Stored items:

Segment Open

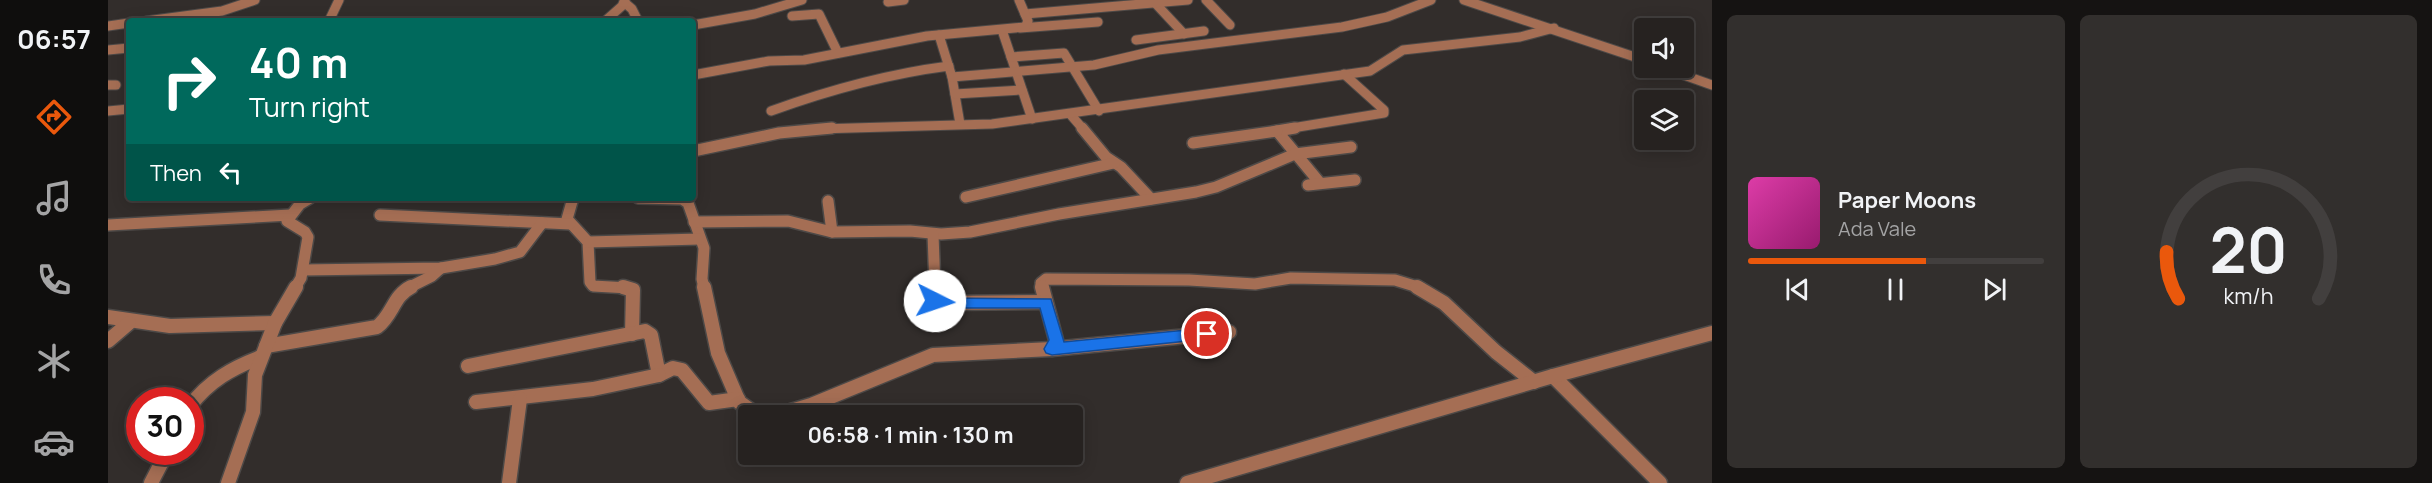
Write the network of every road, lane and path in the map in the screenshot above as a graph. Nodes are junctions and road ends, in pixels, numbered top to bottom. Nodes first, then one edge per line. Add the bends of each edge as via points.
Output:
1 (255, 0) edge
2 (339, 0) edge
3 (802, 0) edge
4 (904, 0) edge
5 (1019, 0) edge
6 (1188, 0) edge
7 (1206, 0) edge
8 (1431, 0) edge
9 (1464, 0) edge
10 (625, 1) edge
11 (888, 2) dead end
12 (1156, 4) junction
13 (1025, 14) junction
14 (792, 16) dead end
15 (169, 18) edge
16 (330, 18) edge
17 (608, 18) edge
18 (636, 18) edge
19 (1098, 22) dead end
20 (126, 23) edge
21 (696, 24) edge
22 (1230, 25) dead end
23 (108, 26) edge
24 (1020, 28) junction
25 (1554, 28) junction
26 (1002, 30) junction
27 (1204, 31) dead end
28 (1184, 34) junction
29 (939, 35) junction
30 (1136, 40) dead end
31 (126, 48) edge
32 (108, 50) edge
33 (838, 53) junction
34 (1634, 56) edge
35 (1011, 57) junction
36 (948, 66) junction
37 (1073, 67) junction
38 (1016, 73) junction
39 (696, 74) edge
40 (1344, 74) junction
41 (952, 77) junction
42 (1692, 78) edge
43 (1712, 85) edge
44 (1022, 90) junction
45 (955, 94) junction
46 (126, 109) edge
47 (108, 111) edge
48 (771, 111) dead end
49 (1099, 111) junction
50 (1071, 114) junction
51 (1032, 119) junction
52 (960, 124) junction
53 (1277, 131) junction
54 (1193, 143) dead end
55 (1351, 147) dead end
56 (696, 150) edge
57 (1295, 154) junction
58 (1114, 163) junction
59 (1355, 180) dead end
60 (1320, 183) junction
61 (1308, 184) dead end
62 (966, 197) dead end
63 (1151, 199) junction
64 (306, 201) edge
65 (572, 201) edge
66 (684, 201) edge
67 (828, 201) dead end
68 (290, 215) junction
69 (380, 215) dead end
70 (694, 222) junction
71 (542, 223) junction
72 (570, 224) junction
73 (108, 225) edge
74 (832, 232) junction
75 (933, 234) junction
76 (699, 238) junction
77 (588, 242) junction
78 (441, 268) junction
79 (303, 270) junction
80 (1046, 302) junction
81 (108, 317) edge
82 (275, 322) junction
83 (129, 323) junction
84 (1229, 332) dead end
85 (1712, 333) edge
86 (632, 334) junction
87 (108, 341) edge
88 (1052, 349) junction
89 (264, 352) junction
90 (468, 366) dead end
91 (659, 375) junction
92 (1553, 376) junction
93 (1534, 382) junction
94 (204, 389) edge
95 (520, 399) junction
96 (738, 399) junction
97 (476, 402) dead end
98 (160, 465) edge
99 (151, 483) edge
100 (228, 483) edge
101 (509, 483) edge
102 (1187, 483) edge
103 (1660, 483) edge

1 - 15 street via 222,11
2 - 16 street
3 - 21 street via 755,14
4 - 11 street
5 - 13 street
6 - 12 street
7 - 22 street
8 - 37 street via 1350,26 1158,50
9 - 25 street
10 - 17 street
10 - 18 street
12 - 13 street
12 - 28 street
13 - 24 street via 1027,25
14 - 33 street via 819,14
19 - 24 street
20 - 23 street
24 - 26 street
25 - 34 street
25 - 40 street via 1520,38 1403,50 1377,69
26 - 29 street
26 - 35 street
27 - 28 street
28 - 30 street
29 - 33 street
29 - 36 street
31 - 32 street
33 - 39 street
35 - 37 street via 1060,53 1067,56
35 - 38 street
36 - 41 street
36 - 48 street via 863,80
37 - 38 street
37 - 49 street
38 - 41 street
38 - 44 street
40 - 49 street
40 - 53 street via 1384,113
41 - 45 street
42 - 43 street
44 - 45 street
44 - 51 street
45 - 52 street
46 - 47 street
49 - 50 street
50 - 51 street
50 - 58 street
51 - 52 street
52 - 56 street via 842,126 779,133
53 - 54 street
53 - 57 street
55 - 57 street
57 - 60 street
57 - 63 street via 1216,188
58 - 62 street
58 - 63 street
59 - 60 street
60 - 61 street
63 - 75 street via 970,232
64 - 68 street
65 - 72 street via 567,219
66 - 70 street
67 - 74 street
68 - 73 street
68 - 79 street via 287,221 308,237
69 - 71 street
70 - 74 street via 788,221
70 - 76 street
71 - 72 street
71 - 78 street via 520,252
72 - 77 street
74 - 75 street
75 - 80 street via 935,301
76 - 77 street
76 - 96 street via 704,248 702,279 718,353
77 - 86 street via 593,286 633,290
78 - 79 street
78 - 89 street via 402,292 389,318 377,327
79 - 82 street
80 - 88 street via 1056,340
80 - 93 street via 1041,283 1046,279 1255,284 1291,278 1348,278 1411,282 1446,303 1485,343
81 - 83 street
82 - 83 street via 221,326
82 - 89 street
83 - 87 street
84 - 88 street
85 - 92 street
86 - 90 street
86 - 91 street via 651,335
88 - 96 street via 933,355 781,414 757,415
89 - 94 street
89 - 100 street via 255,375 253,412
91 - 95 street
91 - 96 street via 673,368 682,370 709,403
92 - 93 street
92 - 103 street
93 - 102 street
95 - 97 street
95 - 101 street
98 - 99 street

Segment Closed

Problem description -> With the pictures removed, copy the data above word for word.

Answer space ->
Write the network of every road, lane and path in the map in the screenshot above as a graph. Nodes are junctions and road ends, in pixels, numbered top to bottom. Nodes first, then one edge per line. Add the bends of each edge as via points.
Output:
1 (255, 0) edge
2 (339, 0) edge
3 (802, 0) edge
4 (904, 0) edge
5 (1019, 0) edge
6 (1188, 0) edge
7 (1206, 0) edge
8 (1431, 0) edge
9 (1464, 0) edge
10 (625, 1) edge
11 (888, 2) dead end
12 (1156, 4) junction
13 (1025, 14) junction
14 (792, 16) dead end
15 (169, 18) edge
16 (330, 18) edge
17 (608, 18) edge
18 (636, 18) edge
19 (1098, 22) dead end
20 (126, 23) edge
21 (696, 24) edge
22 (1230, 25) dead end
23 (108, 26) edge
24 (1020, 28) junction
25 (1554, 28) junction
26 (1002, 30) junction
27 (1204, 31) dead end
28 (1184, 34) junction
29 (939, 35) junction
30 (1136, 40) dead end
31 (126, 48) edge
32 (108, 50) edge
33 (838, 53) junction
34 (1634, 56) edge
35 (1011, 57) junction
36 (948, 66) junction
37 (1073, 67) junction
38 (1016, 73) junction
39 (696, 74) edge
40 (1344, 74) junction
41 (952, 77) junction
42 (1692, 78) edge
43 (1712, 85) edge
44 (1022, 90) junction
45 (955, 94) junction
46 (126, 109) edge
47 (108, 111) edge
48 (771, 111) dead end
49 (1099, 111) junction
50 (1071, 114) junction
51 (1032, 119) junction
52 (960, 124) junction
53 (1277, 131) junction
54 (1193, 143) dead end
55 (1351, 147) dead end
56 (696, 150) edge
57 (1295, 154) junction
58 (1114, 163) junction
59 (1355, 180) dead end
60 (1320, 183) junction
61 (1308, 184) dead end
62 (966, 197) dead end
63 (1151, 199) junction
64 (306, 201) edge
65 (572, 201) edge
66 (684, 201) edge
67 (828, 201) dead end
68 (290, 215) junction
69 (380, 215) dead end
70 (694, 222) junction
71 (542, 223) junction
72 (570, 224) junction
73 (108, 225) edge
74 (832, 232) junction
75 (933, 234) junction
76 (699, 238) junction
77 (588, 242) junction
78 (441, 268) junction
79 (303, 270) junction
80 (1046, 302) junction
81 (108, 317) edge
82 (275, 322) junction
83 (129, 323) junction
84 (1229, 332) dead end
85 (1712, 333) edge
86 (632, 334) junction
87 (108, 341) edge
88 (1052, 349) junction
89 (264, 352) junction
90 (468, 366) dead end
91 (659, 375) junction
92 (1553, 376) junction
93 (1534, 382) junction
94 (204, 389) edge
95 (520, 399) junction
96 (738, 399) junction
97 (476, 402) dead end
98 (160, 465) edge
99 (151, 483) edge
100 (228, 483) edge
101 (509, 483) edge
102 (1187, 483) edge
103 (1660, 483) edge

1 - 15 street via 222,11
2 - 16 street
3 - 21 street via 755,14
4 - 11 street
5 - 13 street
6 - 12 street
7 - 22 street
8 - 37 street via 1350,26 1158,50
9 - 25 street
10 - 17 street
10 - 18 street
12 - 13 street
12 - 28 street
13 - 24 street via 1027,25
14 - 33 street via 819,14
19 - 24 street
20 - 23 street
24 - 26 street
25 - 34 street
25 - 40 street via 1520,38 1403,50 1377,69
26 - 29 street
26 - 35 street
27 - 28 street
28 - 30 street
29 - 33 street
29 - 36 street
31 - 32 street
33 - 39 street
35 - 37 street via 1060,53 1067,56
35 - 38 street
36 - 41 street
36 - 48 street via 863,80
37 - 38 street
37 - 49 street
38 - 41 street
38 - 44 street
40 - 49 street
40 - 53 street via 1384,113
41 - 45 street
42 - 43 street
44 - 45 street
44 - 51 street
45 - 52 street
46 - 47 street
49 - 50 street
50 - 51 street
50 - 58 street
51 - 52 street
52 - 56 street via 842,126 779,133
53 - 54 street
53 - 57 street
55 - 57 street
57 - 60 street
57 - 63 street via 1216,188
58 - 62 street
58 - 63 street
59 - 60 street
60 - 61 street
63 - 75 street via 970,232
64 - 68 street
65 - 72 street via 567,219
66 - 70 street
67 - 74 street
68 - 73 street
68 - 79 street via 287,221 308,237
69 - 71 street
70 - 74 street via 788,221
70 - 76 street
71 - 72 street
71 - 78 street via 520,252
72 - 77 street
74 - 75 street
75 - 80 street via 935,301
76 - 77 street
76 - 96 street via 704,248 702,279 718,353
77 - 86 street via 593,286 633,290
78 - 79 street
78 - 89 street via 402,292 389,318 377,327
79 - 82 street
80 - 88 street via 1056,340
80 - 93 street via 1041,283 1046,279 1255,284 1291,278 1348,278 1411,282 1446,303 1485,343
81 - 83 street
82 - 83 street via 221,326
82 - 89 street
83 - 87 street
84 - 88 street
85 - 92 street
86 - 90 street
86 - 91 street via 651,335
88 - 96 street via 933,355 781,414 757,415
89 - 94 street
89 - 100 street via 255,375 253,412
91 - 95 street
91 - 96 street via 673,368 682,370 709,403
92 - 93 street
92 - 103 street
93 - 102 street
95 - 97 street
95 - 101 street
98 - 99 street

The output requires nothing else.